- [Exercise requirements]: The lines below that include "paths" are to be found and copied.

- [Input]:
_ _ _ _ _
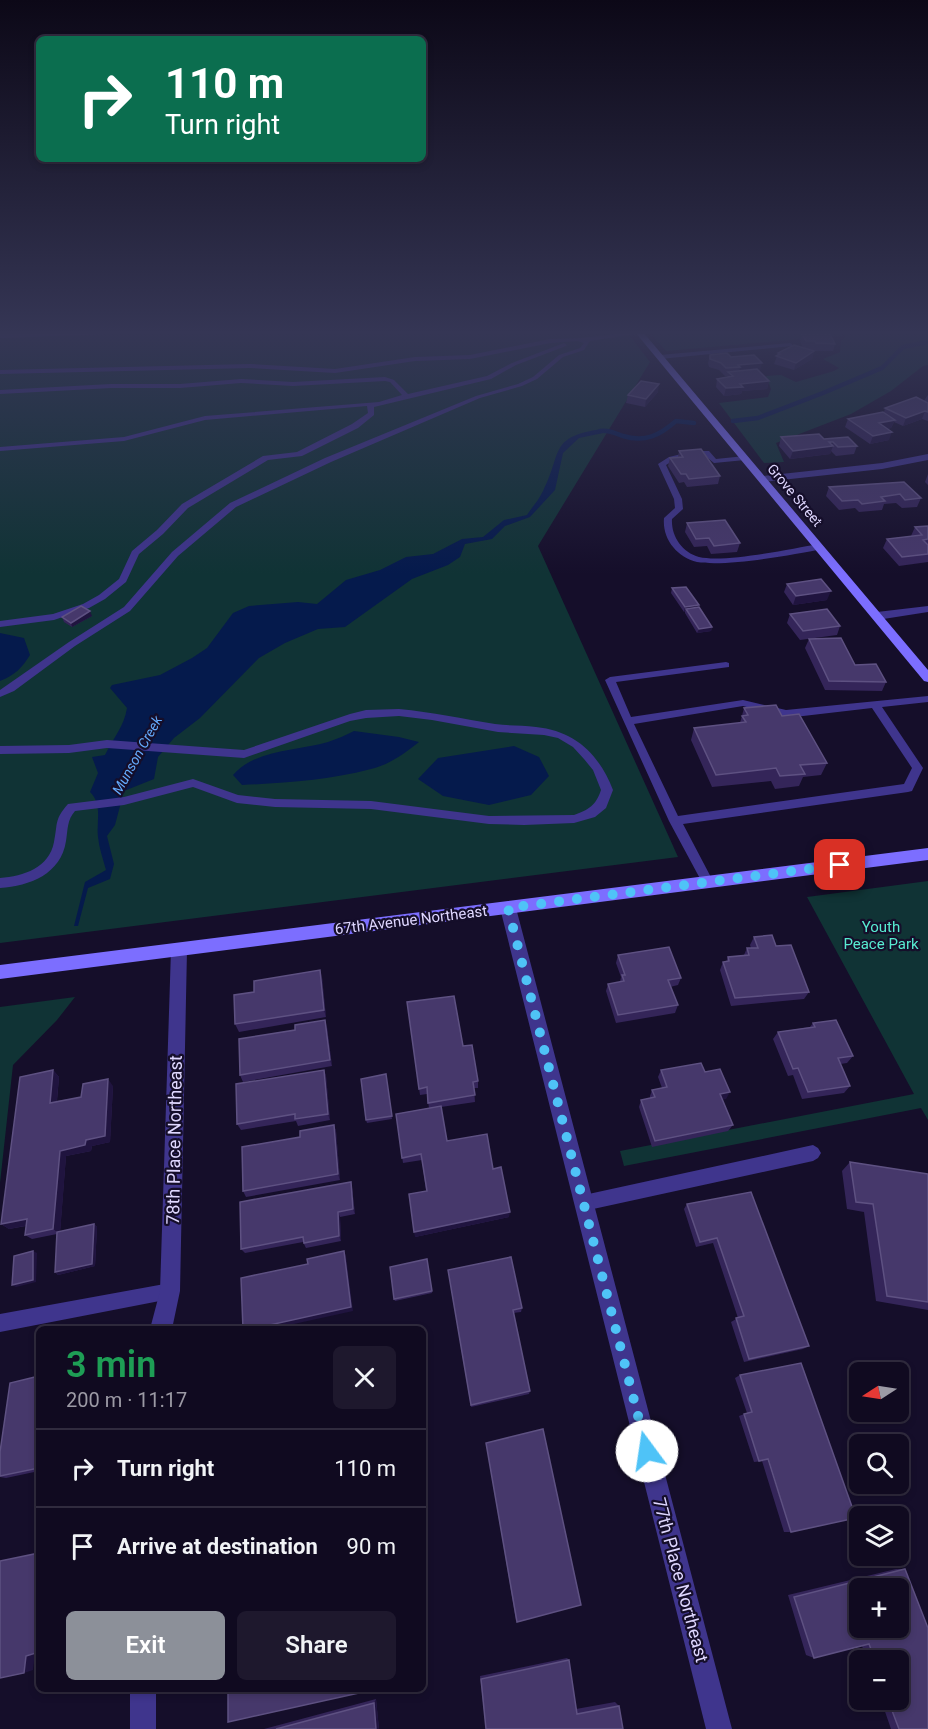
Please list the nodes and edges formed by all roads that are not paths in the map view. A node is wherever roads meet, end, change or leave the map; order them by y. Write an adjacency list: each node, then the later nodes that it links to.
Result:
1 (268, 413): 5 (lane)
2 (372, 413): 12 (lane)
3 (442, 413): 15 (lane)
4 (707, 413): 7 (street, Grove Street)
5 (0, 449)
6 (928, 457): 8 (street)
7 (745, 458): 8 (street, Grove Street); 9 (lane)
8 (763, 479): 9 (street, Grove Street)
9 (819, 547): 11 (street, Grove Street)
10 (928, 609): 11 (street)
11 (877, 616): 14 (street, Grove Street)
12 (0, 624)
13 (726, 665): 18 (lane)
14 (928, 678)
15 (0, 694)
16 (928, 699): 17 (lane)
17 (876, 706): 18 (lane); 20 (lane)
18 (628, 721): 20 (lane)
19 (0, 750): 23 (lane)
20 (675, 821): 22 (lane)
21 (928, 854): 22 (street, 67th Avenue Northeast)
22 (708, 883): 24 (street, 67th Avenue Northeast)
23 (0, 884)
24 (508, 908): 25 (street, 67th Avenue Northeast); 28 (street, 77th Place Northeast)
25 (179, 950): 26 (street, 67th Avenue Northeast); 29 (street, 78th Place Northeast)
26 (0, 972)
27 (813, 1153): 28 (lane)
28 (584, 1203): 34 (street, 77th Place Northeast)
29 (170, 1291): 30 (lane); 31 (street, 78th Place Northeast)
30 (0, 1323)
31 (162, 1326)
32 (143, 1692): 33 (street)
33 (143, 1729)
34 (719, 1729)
_ _ _ _ _
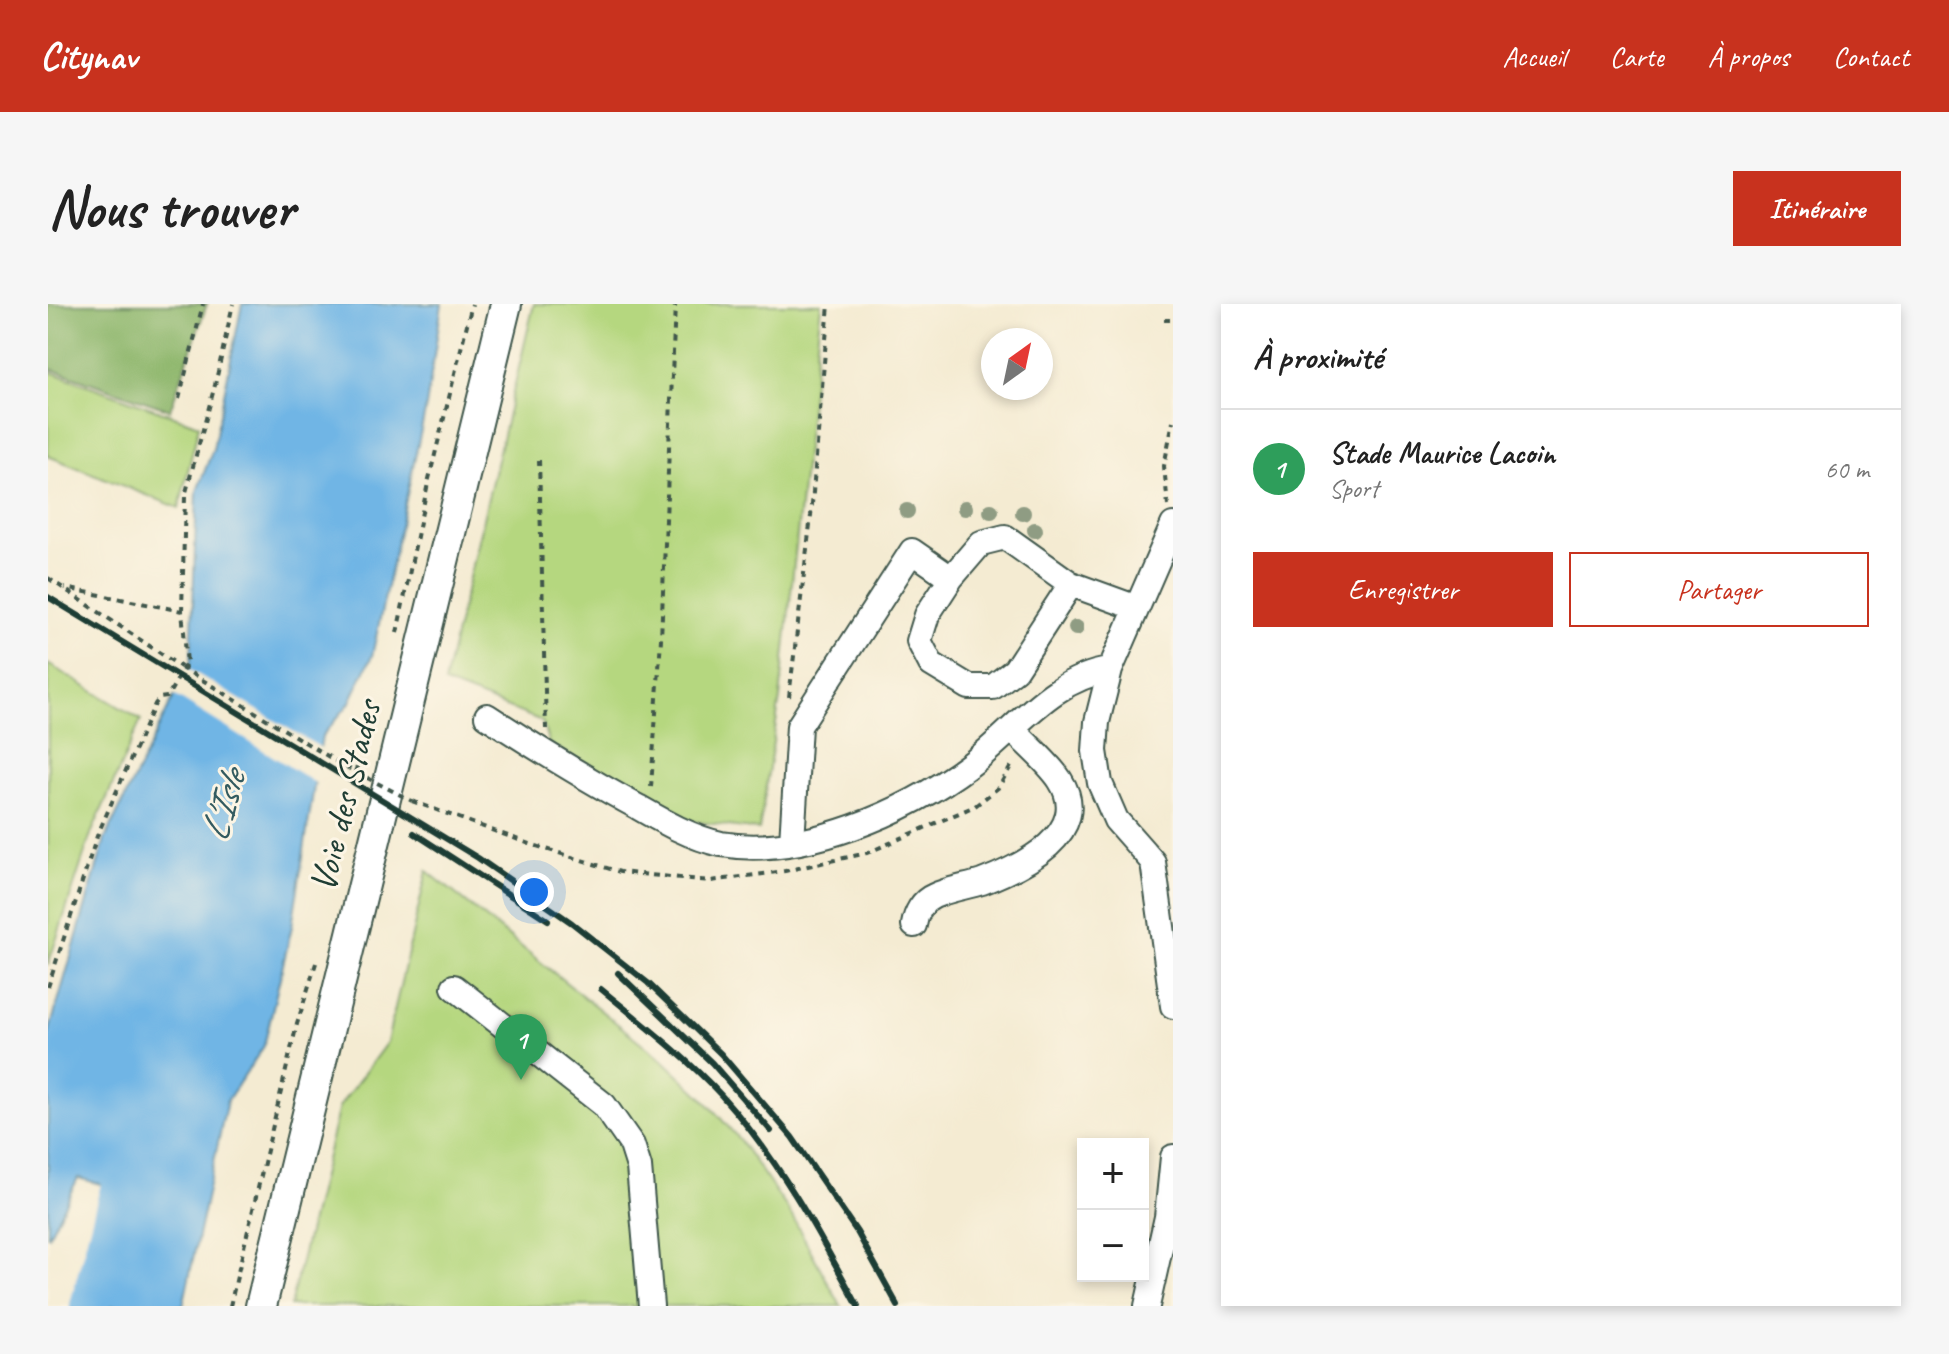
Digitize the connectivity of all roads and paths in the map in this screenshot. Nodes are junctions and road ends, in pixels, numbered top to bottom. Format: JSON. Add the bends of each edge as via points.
_ _ _ _ _
- [Written answer]:
Please list the nodes and edges formed by all roads that are not paths in the map view. A node is wherever roads meet, end, change or leave the map; order them by y. Write an adjacency list: each node, then the later nodes that it links to.
Digitize the connectivity of all roads and paths in the map in this screenshot. Nodes are junctions and road ends, in pixels, numbered top to bottom. Format: JSON. Add the bends of each edge as via points.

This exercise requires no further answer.